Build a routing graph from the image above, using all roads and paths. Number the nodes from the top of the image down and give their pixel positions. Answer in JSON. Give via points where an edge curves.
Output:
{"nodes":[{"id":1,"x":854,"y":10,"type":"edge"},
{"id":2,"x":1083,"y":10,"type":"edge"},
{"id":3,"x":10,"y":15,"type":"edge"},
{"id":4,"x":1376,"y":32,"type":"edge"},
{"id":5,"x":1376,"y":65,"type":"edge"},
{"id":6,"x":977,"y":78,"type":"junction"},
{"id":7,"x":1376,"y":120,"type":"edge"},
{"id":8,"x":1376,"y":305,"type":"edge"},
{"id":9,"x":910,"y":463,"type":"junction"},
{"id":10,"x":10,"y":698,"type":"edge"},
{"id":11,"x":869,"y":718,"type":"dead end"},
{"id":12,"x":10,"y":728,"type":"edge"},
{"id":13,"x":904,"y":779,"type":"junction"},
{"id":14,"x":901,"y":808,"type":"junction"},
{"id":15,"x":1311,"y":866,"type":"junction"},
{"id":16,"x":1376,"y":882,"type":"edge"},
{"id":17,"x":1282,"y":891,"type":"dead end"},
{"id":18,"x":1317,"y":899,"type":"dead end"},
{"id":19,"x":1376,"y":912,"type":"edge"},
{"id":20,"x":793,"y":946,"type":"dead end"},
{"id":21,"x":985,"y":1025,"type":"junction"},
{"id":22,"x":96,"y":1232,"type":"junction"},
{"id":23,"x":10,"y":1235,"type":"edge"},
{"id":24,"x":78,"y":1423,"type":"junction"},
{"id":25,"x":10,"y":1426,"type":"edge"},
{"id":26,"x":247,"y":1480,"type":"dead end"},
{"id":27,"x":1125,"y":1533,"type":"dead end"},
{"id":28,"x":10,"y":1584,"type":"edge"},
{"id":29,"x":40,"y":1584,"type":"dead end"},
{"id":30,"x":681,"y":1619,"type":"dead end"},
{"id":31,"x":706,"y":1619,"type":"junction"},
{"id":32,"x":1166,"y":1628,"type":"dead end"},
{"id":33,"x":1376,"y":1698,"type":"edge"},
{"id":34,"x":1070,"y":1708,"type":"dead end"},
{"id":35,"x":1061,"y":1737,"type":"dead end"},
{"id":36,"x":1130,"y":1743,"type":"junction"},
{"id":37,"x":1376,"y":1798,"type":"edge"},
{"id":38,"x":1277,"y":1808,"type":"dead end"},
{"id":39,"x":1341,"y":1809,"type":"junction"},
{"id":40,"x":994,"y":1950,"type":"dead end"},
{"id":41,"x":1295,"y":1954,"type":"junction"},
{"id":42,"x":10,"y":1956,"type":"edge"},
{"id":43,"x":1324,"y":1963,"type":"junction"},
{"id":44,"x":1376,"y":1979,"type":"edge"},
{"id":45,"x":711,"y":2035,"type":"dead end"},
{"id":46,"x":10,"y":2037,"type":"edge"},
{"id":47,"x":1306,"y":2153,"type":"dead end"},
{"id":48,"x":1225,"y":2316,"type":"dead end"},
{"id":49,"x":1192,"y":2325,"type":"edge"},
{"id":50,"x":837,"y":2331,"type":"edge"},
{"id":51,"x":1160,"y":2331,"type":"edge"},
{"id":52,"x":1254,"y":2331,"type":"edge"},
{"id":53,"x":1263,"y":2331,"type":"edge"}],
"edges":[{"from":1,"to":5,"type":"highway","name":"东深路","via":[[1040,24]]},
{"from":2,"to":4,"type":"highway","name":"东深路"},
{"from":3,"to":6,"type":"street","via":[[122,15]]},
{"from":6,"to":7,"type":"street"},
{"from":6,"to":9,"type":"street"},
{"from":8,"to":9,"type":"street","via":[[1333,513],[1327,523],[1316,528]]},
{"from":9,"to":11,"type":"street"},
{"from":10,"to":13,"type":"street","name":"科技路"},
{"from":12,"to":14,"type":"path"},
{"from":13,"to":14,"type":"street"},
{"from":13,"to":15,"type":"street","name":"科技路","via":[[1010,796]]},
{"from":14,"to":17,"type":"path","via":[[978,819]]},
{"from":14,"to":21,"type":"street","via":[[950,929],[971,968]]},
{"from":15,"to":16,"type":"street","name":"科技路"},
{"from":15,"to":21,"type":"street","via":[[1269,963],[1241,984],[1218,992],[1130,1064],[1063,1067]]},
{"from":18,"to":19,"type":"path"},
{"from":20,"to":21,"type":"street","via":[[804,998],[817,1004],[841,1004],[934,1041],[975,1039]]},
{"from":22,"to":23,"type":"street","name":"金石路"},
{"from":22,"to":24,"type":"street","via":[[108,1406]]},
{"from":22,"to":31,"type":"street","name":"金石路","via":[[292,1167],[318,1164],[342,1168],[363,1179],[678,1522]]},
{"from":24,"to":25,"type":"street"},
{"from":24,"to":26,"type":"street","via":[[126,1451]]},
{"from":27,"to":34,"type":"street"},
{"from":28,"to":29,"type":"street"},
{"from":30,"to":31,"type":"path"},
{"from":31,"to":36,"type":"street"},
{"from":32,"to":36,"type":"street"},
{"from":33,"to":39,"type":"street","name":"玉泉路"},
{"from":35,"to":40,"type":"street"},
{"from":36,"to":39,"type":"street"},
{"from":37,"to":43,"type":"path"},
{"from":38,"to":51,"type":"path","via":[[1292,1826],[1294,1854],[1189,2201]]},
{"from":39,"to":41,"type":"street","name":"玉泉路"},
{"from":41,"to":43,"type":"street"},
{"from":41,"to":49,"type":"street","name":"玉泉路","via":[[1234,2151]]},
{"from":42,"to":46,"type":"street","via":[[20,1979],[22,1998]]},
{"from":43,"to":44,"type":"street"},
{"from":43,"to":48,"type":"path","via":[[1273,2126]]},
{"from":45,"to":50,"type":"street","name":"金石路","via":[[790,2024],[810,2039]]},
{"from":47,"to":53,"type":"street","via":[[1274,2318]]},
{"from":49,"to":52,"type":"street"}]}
----
**Task goal**
Your reply must reproduce all records above exactly.

**Task answer**
Build a routing graph from the image above, using all roads and paths. Number the nodes from the top of the image down and give their pixel positions. Answer in JSON. Give via points where an edge curves.
Output:
{"nodes":[{"id":1,"x":854,"y":10,"type":"edge"},
{"id":2,"x":1083,"y":10,"type":"edge"},
{"id":3,"x":10,"y":15,"type":"edge"},
{"id":4,"x":1376,"y":32,"type":"edge"},
{"id":5,"x":1376,"y":65,"type":"edge"},
{"id":6,"x":977,"y":78,"type":"junction"},
{"id":7,"x":1376,"y":120,"type":"edge"},
{"id":8,"x":1376,"y":305,"type":"edge"},
{"id":9,"x":910,"y":463,"type":"junction"},
{"id":10,"x":10,"y":698,"type":"edge"},
{"id":11,"x":869,"y":718,"type":"dead end"},
{"id":12,"x":10,"y":728,"type":"edge"},
{"id":13,"x":904,"y":779,"type":"junction"},
{"id":14,"x":901,"y":808,"type":"junction"},
{"id":15,"x":1311,"y":866,"type":"junction"},
{"id":16,"x":1376,"y":882,"type":"edge"},
{"id":17,"x":1282,"y":891,"type":"dead end"},
{"id":18,"x":1317,"y":899,"type":"dead end"},
{"id":19,"x":1376,"y":912,"type":"edge"},
{"id":20,"x":793,"y":946,"type":"dead end"},
{"id":21,"x":985,"y":1025,"type":"junction"},
{"id":22,"x":96,"y":1232,"type":"junction"},
{"id":23,"x":10,"y":1235,"type":"edge"},
{"id":24,"x":78,"y":1423,"type":"junction"},
{"id":25,"x":10,"y":1426,"type":"edge"},
{"id":26,"x":247,"y":1480,"type":"dead end"},
{"id":27,"x":1125,"y":1533,"type":"dead end"},
{"id":28,"x":10,"y":1584,"type":"edge"},
{"id":29,"x":40,"y":1584,"type":"dead end"},
{"id":30,"x":681,"y":1619,"type":"dead end"},
{"id":31,"x":706,"y":1619,"type":"junction"},
{"id":32,"x":1166,"y":1628,"type":"dead end"},
{"id":33,"x":1376,"y":1698,"type":"edge"},
{"id":34,"x":1070,"y":1708,"type":"dead end"},
{"id":35,"x":1061,"y":1737,"type":"dead end"},
{"id":36,"x":1130,"y":1743,"type":"junction"},
{"id":37,"x":1376,"y":1798,"type":"edge"},
{"id":38,"x":1277,"y":1808,"type":"dead end"},
{"id":39,"x":1341,"y":1809,"type":"junction"},
{"id":40,"x":994,"y":1950,"type":"dead end"},
{"id":41,"x":1295,"y":1954,"type":"junction"},
{"id":42,"x":10,"y":1956,"type":"edge"},
{"id":43,"x":1324,"y":1963,"type":"junction"},
{"id":44,"x":1376,"y":1979,"type":"edge"},
{"id":45,"x":711,"y":2035,"type":"dead end"},
{"id":46,"x":10,"y":2037,"type":"edge"},
{"id":47,"x":1306,"y":2153,"type":"dead end"},
{"id":48,"x":1225,"y":2316,"type":"dead end"},
{"id":49,"x":1192,"y":2325,"type":"edge"},
{"id":50,"x":837,"y":2331,"type":"edge"},
{"id":51,"x":1160,"y":2331,"type":"edge"},
{"id":52,"x":1254,"y":2331,"type":"edge"},
{"id":53,"x":1263,"y":2331,"type":"edge"}],
"edges":[{"from":1,"to":5,"type":"highway","name":"东深路","via":[[1040,24]]},
{"from":2,"to":4,"type":"highway","name":"东深路"},
{"from":3,"to":6,"type":"street","via":[[122,15]]},
{"from":6,"to":7,"type":"street"},
{"from":6,"to":9,"type":"street"},
{"from":8,"to":9,"type":"street","via":[[1333,513],[1327,523],[1316,528]]},
{"from":9,"to":11,"type":"street"},
{"from":10,"to":13,"type":"street","name":"科技路"},
{"from":12,"to":14,"type":"path"},
{"from":13,"to":14,"type":"street"},
{"from":13,"to":15,"type":"street","name":"科技路","via":[[1010,796]]},
{"from":14,"to":17,"type":"path","via":[[978,819]]},
{"from":14,"to":21,"type":"street","via":[[950,929],[971,968]]},
{"from":15,"to":16,"type":"street","name":"科技路"},
{"from":15,"to":21,"type":"street","via":[[1269,963],[1241,984],[1218,992],[1130,1064],[1063,1067]]},
{"from":18,"to":19,"type":"path"},
{"from":20,"to":21,"type":"street","via":[[804,998],[817,1004],[841,1004],[934,1041],[975,1039]]},
{"from":22,"to":23,"type":"street","name":"金石路"},
{"from":22,"to":24,"type":"street","via":[[108,1406]]},
{"from":22,"to":31,"type":"street","name":"金石路","via":[[292,1167],[318,1164],[342,1168],[363,1179],[678,1522]]},
{"from":24,"to":25,"type":"street"},
{"from":24,"to":26,"type":"street","via":[[126,1451]]},
{"from":27,"to":34,"type":"street"},
{"from":28,"to":29,"type":"street"},
{"from":30,"to":31,"type":"path"},
{"from":31,"to":36,"type":"street"},
{"from":32,"to":36,"type":"street"},
{"from":33,"to":39,"type":"street","name":"玉泉路"},
{"from":35,"to":40,"type":"street"},
{"from":36,"to":39,"type":"street"},
{"from":37,"to":43,"type":"path"},
{"from":38,"to":51,"type":"path","via":[[1292,1826],[1294,1854],[1189,2201]]},
{"from":39,"to":41,"type":"street","name":"玉泉路"},
{"from":41,"to":43,"type":"street"},
{"from":41,"to":49,"type":"street","name":"玉泉路","via":[[1234,2151]]},
{"from":42,"to":46,"type":"street","via":[[20,1979],[22,1998]]},
{"from":43,"to":44,"type":"street"},
{"from":43,"to":48,"type":"path","via":[[1273,2126]]},
{"from":45,"to":50,"type":"street","name":"金石路","via":[[790,2024],[810,2039]]},
{"from":47,"to":53,"type":"street","via":[[1274,2318]]},
{"from":49,"to":52,"type":"street"}]}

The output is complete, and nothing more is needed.